Every inn within our means seemed full. After much trudging about, we found lodgings with a lyre-maker, who turned out someone else because he thought we would be good for business.

Next morning, Kleobis got out his tablets, and drafted a letter of compliment to Polykrates, sending respects, and hoping for the honor of praising his name in song.

I did the fair copy from wax to reed-paper. It was Kleobis who had had me taught to write. My father had never thought it worth while, and Theasides had never thought about it at all. He could write the farm accounts, and, at a pinch, a letter to a trader; why give the little brother more troubles than he had? Kleobis, however, had found it tiresome that I could do no written business, and sent me to a scribe for lessons. He taught me a fine square even hand; left to right, or plow-ways, or straight down, I can do them all. As a kind of craft, it even gives me pleasure. When I compose a letter, my mind sees the written words. As for my songs, I could no more sing in writing than make love. It belongs to another part of me.

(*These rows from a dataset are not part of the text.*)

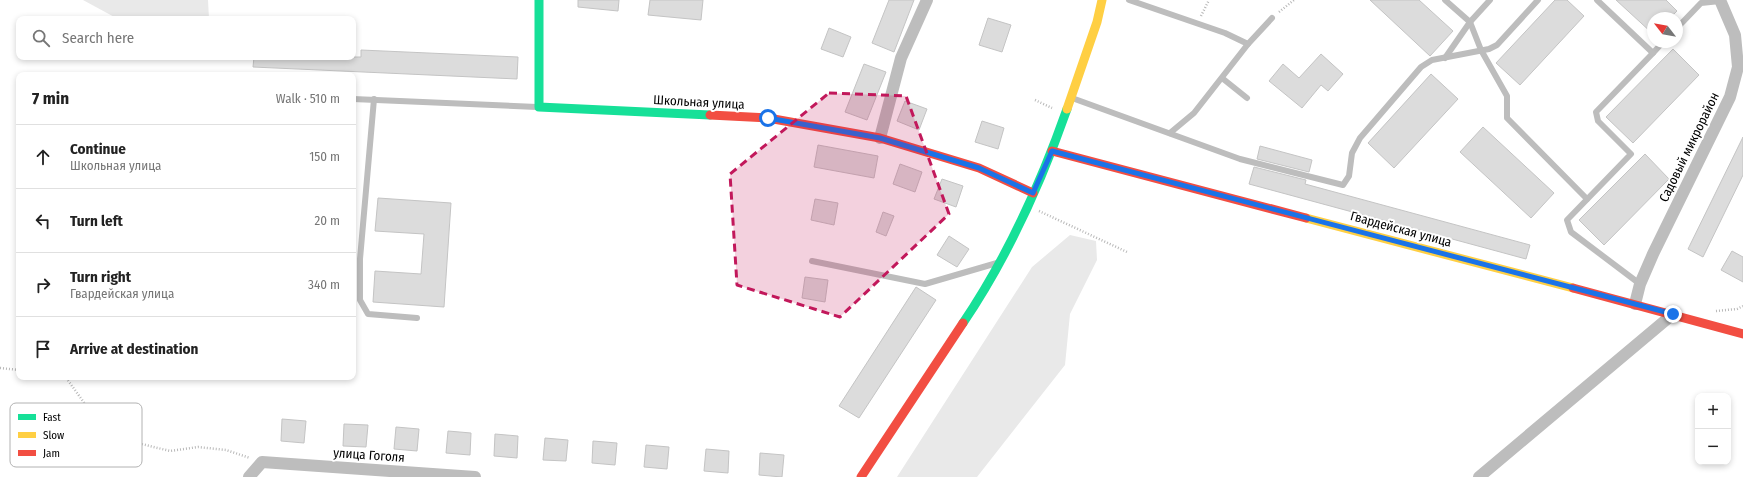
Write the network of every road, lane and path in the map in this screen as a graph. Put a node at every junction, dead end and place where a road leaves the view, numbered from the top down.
1 (539, 0) edge
2 (927, 0) edge
3 (1102, 0) edge
4 (1129, 0) edge
5 (1208, 0) edge
6 (1294, 0) edge
7 (1445, 0) edge
8 (1538, 0) edge
9 (1597, 0) edge
10 (1720, 0) edge
11 (1487, 1) edge
12 (1272, 18) joint
13 (1470, 22) junction
14 (1683, 22) edge
15 (1197, 24) junction
16 (1248, 44) junction
17 (1658, 48) edge
18 (1481, 50) junction
19 (1653, 53) junction
20 (1445, 58) junction
21 (1222, 78) junction
22 (356, 98) edge
23 (1072, 98) junction
24 (1247, 98) dead end
25 (374, 100) junction
26 (1035, 100) dead end
27 (538, 107) junction
28 (1066, 114) junction
29 (1170, 133) junction
30 (880, 138) junction
31 (1052, 151) junction
32 (1033, 193) junction
33 (1587, 199) junction
34 (1028, 205) junction
35 (1128, 252) dead end
36 (812, 261) dead end
37 (1001, 262) junction
38 (1640, 284) junction
39 (1635, 304) junction
40 (1673, 314) junction
41 (417, 318) dead end
42 (1743, 334) edge
43 (0, 368) edge
44 (16, 370) edge
45 (68, 380) edge
46 (84, 403) edge
47 (142, 444) edge
48 (262, 462) junction
49 (249, 477) edge
50 (475, 477) edge
51 (861, 477) edge
52 (1479, 477) edge

1 - 27 street
2 - 30 street
3 - 23 street
4 - 15 lane
5 - 15 path
6 - 12 path
7 - 13 lane
8 - 18 lane
9 - 19 lane
10 - 14 lane
10 - 38 street, Садовый микрорайон
11 - 13 lane
12 - 16 lane
13 - 18 lane
13 - 20 lane
15 - 16 lane
16 - 21 lane
17 - 19 lane
18 - 20 lane
18 - 33 lane
19 - 33 lane
20 - 29 lane
21 - 24 lane
21 - 29 lane
22 - 25 lane, Школьная улица
23 - 28 street
23 - 29 lane
25 - 27 lane, Школьная улица
25 - 41 lane
26 - 28 path
27 - 30 street, Школьная улица
28 - 31 street
30 - 32 street, Школьная улица
31 - 32 street
31 - 39 street, Гвардейская улица
32 - 34 street
33 - 38 lane
34 - 35 path
34 - 37 street
36 - 37 lane
37 - 51 street
38 - 39 street, Садовый микрорайон
39 - 40 street, Гвардейская улица
40 - 42 street, Гвардейская улица
40 - 52 street
43 - 44 path
45 - 46 path
47 - 48 path
48 - 49 street
48 - 50 street, улица Гоголя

Since it would never have done for Kleobis to be seen running his own errands, I took the letter, glad of a chance to see the famous palace.

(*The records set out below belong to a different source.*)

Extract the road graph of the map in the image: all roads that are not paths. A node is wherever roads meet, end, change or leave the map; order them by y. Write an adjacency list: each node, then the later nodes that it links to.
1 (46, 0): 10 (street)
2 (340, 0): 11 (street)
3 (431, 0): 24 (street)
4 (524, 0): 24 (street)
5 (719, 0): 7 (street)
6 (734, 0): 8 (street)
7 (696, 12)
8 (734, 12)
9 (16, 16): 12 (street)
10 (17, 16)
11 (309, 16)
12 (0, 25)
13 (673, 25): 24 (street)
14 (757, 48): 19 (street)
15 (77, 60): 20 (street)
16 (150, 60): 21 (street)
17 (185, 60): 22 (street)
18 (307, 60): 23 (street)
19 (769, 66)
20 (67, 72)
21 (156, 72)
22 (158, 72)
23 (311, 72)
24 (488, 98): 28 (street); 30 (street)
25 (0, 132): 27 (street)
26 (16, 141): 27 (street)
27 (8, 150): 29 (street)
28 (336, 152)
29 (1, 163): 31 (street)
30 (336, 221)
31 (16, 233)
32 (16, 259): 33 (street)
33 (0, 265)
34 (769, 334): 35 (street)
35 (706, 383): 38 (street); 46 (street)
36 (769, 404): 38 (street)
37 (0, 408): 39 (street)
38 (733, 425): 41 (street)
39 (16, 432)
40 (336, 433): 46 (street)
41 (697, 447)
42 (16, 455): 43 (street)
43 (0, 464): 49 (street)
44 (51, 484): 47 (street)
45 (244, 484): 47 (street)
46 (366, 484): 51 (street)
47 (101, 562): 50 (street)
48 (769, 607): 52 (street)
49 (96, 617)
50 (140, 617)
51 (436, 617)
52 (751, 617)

It stands on a mountain spur, a little above the bay. A massive earthwork and ditch were being dug by a horde of slaves. Some passer-by, seeing I was a stranger, stopped to tell me that they were men of Lesbos, which the Tyrant had lately conquered; a great stroke against the Persians, that island being so near the Ionian shore. I could not see that the slaves looked very grateful.

I found my way through to a terrace, with a fine prospect of the city. Before a columned portico stood two soldiers in high-crested helmets, holding shields blazoned with hawks. One thumped his spear-butt; a chamberlain came and took my letter. I waited, seeing across the bay the purple hills of Ionia, and wondering if I should ever tread them more. They seemed more my home, now, than my birthplace had ever been.

The high oaken doors had bronze trims of lion-heads and roses, gleaming like gold. They opened, and I was led inside. The entry hall was patterned with colored marbles; beyond were more doors, of Egyptian ebony. Beyond one of these was Polykrates.